Work to be completed: Look through the entries below, please, and copy every line with the word "Haret".

Supplied information:
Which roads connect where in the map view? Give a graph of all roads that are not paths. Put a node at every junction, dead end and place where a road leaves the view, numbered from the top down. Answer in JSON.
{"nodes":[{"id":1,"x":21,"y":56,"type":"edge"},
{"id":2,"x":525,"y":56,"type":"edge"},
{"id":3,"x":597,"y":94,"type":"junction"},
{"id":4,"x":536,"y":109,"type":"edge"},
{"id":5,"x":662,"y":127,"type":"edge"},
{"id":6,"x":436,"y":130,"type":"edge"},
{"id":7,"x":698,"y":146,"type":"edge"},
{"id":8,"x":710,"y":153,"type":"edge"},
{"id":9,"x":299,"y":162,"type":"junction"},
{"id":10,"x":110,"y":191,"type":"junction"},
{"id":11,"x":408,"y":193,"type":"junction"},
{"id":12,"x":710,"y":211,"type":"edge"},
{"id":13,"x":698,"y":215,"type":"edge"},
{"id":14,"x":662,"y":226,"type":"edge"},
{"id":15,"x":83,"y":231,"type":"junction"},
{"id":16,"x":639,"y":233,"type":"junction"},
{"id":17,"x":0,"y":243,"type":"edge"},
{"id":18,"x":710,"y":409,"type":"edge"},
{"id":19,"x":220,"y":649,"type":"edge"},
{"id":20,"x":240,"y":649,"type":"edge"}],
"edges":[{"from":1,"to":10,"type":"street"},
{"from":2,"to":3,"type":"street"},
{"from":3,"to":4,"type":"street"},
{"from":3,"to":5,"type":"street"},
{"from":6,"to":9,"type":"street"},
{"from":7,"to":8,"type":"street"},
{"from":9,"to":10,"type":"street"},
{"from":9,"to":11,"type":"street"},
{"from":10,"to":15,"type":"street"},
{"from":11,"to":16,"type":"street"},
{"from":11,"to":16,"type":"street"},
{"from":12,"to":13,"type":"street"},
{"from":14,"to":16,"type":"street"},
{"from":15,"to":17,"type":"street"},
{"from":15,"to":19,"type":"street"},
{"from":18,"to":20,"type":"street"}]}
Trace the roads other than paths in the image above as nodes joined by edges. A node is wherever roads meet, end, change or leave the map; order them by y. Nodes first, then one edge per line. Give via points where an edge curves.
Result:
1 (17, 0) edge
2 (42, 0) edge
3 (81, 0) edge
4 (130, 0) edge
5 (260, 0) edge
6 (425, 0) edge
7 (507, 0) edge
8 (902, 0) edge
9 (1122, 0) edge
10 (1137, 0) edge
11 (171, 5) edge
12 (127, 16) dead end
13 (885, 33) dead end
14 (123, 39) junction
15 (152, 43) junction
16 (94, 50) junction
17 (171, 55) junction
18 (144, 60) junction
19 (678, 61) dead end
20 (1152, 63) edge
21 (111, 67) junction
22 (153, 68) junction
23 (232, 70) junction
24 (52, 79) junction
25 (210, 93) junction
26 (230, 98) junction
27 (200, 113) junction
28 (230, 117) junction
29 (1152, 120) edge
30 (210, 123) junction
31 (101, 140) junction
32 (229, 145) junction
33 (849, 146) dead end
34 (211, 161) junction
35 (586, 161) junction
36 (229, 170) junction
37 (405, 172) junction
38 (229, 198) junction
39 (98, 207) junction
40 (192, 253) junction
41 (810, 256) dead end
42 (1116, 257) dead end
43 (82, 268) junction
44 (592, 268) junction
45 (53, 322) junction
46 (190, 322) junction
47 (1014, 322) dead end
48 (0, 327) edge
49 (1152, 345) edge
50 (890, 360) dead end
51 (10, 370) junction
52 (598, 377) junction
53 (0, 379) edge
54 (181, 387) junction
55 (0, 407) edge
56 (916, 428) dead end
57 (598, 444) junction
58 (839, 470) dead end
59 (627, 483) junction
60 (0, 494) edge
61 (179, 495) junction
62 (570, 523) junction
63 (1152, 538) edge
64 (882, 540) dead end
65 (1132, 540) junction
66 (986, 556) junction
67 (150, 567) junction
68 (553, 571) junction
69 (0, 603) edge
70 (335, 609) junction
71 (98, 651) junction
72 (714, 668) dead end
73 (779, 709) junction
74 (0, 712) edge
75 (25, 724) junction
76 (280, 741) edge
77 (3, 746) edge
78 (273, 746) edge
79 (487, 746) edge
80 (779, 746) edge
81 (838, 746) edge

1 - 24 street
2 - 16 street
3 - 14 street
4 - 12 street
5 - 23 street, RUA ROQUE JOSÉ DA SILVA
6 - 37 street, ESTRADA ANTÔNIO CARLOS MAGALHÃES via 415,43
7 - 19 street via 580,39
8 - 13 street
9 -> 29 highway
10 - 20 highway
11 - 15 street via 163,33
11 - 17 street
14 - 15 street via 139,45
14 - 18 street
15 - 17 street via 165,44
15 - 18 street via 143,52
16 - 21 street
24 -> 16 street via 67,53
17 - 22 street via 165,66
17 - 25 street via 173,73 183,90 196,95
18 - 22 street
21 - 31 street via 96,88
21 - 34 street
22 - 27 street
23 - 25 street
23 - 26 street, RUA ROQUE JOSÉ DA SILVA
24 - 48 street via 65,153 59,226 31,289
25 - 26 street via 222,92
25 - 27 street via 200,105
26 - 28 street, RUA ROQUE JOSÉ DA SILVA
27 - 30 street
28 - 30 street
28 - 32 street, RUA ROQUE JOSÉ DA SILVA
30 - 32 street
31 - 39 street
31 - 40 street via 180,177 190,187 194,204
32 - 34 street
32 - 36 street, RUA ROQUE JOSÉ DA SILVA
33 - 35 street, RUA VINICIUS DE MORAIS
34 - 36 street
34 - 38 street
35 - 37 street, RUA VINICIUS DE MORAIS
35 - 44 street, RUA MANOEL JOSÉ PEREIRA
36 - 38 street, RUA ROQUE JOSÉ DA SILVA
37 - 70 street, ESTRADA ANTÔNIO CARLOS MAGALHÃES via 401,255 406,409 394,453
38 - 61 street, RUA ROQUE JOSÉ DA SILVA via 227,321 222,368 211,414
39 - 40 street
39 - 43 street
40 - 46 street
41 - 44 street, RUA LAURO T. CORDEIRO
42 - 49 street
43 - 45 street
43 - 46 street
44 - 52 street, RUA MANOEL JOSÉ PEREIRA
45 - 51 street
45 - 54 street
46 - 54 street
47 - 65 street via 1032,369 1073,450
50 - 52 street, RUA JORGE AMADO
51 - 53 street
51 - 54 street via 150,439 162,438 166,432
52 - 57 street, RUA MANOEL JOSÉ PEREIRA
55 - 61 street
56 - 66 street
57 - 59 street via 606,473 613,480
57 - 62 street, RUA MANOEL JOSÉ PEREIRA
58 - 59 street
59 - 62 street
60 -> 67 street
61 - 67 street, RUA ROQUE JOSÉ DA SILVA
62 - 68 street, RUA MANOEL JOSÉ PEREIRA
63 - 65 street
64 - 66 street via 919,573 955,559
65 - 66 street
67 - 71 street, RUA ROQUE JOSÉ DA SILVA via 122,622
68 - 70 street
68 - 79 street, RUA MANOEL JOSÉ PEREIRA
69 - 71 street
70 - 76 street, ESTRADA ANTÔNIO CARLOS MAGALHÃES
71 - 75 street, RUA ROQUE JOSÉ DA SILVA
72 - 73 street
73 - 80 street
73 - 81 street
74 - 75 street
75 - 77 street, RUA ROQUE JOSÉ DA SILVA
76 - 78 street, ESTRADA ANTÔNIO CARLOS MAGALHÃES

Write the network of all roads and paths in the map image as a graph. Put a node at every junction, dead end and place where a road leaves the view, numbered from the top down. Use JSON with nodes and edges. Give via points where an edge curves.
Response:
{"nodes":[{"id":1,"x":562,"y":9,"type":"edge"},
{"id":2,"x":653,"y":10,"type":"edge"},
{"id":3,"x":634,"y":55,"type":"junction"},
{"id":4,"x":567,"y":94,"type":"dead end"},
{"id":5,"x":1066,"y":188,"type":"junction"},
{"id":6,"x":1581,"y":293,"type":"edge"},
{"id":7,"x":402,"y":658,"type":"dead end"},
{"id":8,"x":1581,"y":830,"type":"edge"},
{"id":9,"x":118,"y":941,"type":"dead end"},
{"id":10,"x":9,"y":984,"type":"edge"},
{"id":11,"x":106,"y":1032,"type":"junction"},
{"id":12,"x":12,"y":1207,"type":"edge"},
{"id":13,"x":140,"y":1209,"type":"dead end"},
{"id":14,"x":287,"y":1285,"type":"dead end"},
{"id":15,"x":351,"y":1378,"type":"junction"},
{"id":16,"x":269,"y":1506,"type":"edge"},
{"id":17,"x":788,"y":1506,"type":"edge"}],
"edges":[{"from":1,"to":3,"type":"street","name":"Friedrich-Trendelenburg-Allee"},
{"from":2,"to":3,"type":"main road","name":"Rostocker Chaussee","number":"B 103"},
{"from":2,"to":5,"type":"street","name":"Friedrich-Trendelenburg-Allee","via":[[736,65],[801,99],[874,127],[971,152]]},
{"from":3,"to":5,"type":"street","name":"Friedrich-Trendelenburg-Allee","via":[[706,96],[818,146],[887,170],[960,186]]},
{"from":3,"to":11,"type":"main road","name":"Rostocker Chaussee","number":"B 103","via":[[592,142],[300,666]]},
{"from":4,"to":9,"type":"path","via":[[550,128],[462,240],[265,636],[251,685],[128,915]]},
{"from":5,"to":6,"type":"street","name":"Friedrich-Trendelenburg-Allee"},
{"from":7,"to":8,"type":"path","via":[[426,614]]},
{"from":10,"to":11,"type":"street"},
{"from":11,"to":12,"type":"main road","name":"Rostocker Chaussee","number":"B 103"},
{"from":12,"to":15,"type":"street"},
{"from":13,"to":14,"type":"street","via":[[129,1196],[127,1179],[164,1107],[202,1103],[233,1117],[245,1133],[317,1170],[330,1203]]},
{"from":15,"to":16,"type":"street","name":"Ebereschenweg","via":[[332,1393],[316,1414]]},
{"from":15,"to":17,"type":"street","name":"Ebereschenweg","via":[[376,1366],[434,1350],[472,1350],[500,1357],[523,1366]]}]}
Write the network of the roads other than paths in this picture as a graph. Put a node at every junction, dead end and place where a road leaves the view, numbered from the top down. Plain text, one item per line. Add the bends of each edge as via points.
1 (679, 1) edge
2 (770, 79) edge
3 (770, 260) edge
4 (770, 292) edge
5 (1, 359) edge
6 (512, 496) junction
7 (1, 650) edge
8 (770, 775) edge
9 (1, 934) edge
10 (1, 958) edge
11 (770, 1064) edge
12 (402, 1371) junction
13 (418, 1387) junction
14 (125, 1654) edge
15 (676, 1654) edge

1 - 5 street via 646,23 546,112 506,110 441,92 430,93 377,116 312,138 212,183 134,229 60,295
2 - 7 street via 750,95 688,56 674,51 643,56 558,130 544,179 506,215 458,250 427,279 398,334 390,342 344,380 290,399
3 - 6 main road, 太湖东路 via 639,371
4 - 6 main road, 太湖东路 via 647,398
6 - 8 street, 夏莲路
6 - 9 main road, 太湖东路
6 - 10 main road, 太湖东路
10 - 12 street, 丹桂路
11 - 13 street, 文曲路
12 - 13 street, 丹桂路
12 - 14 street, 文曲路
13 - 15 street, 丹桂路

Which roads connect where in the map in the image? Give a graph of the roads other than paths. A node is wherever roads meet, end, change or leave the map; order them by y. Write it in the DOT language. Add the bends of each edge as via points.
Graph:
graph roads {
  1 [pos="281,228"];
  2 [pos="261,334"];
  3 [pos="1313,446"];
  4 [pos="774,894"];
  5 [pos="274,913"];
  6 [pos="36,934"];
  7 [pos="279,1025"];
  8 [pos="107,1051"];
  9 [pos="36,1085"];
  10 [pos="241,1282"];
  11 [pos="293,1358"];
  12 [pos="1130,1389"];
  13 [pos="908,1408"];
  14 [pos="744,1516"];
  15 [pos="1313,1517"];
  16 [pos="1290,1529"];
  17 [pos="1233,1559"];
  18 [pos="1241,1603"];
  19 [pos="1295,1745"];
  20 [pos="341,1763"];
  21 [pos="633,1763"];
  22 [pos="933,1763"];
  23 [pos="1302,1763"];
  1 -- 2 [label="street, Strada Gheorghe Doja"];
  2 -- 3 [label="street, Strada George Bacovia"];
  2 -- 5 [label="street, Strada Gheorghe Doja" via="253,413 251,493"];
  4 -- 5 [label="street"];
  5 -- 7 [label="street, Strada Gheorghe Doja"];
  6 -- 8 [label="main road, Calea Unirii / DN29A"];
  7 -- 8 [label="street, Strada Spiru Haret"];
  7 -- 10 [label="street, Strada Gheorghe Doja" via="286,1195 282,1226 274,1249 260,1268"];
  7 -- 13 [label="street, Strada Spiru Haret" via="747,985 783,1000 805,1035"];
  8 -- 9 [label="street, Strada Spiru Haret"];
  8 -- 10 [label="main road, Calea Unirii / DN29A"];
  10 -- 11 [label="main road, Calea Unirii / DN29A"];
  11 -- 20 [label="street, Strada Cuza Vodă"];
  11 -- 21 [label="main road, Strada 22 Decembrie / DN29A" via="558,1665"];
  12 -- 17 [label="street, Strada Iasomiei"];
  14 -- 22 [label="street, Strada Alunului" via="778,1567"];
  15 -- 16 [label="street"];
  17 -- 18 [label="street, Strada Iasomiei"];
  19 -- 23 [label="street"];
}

Your response:
  7 -- 8 [label="street, Strada Spiru Haret"];
  7 -- 13 [label="street, Strada Spiru Haret" via="747,985 783,1000 805,1035"];
  8 -- 9 [label="street, Strada Spiru Haret"];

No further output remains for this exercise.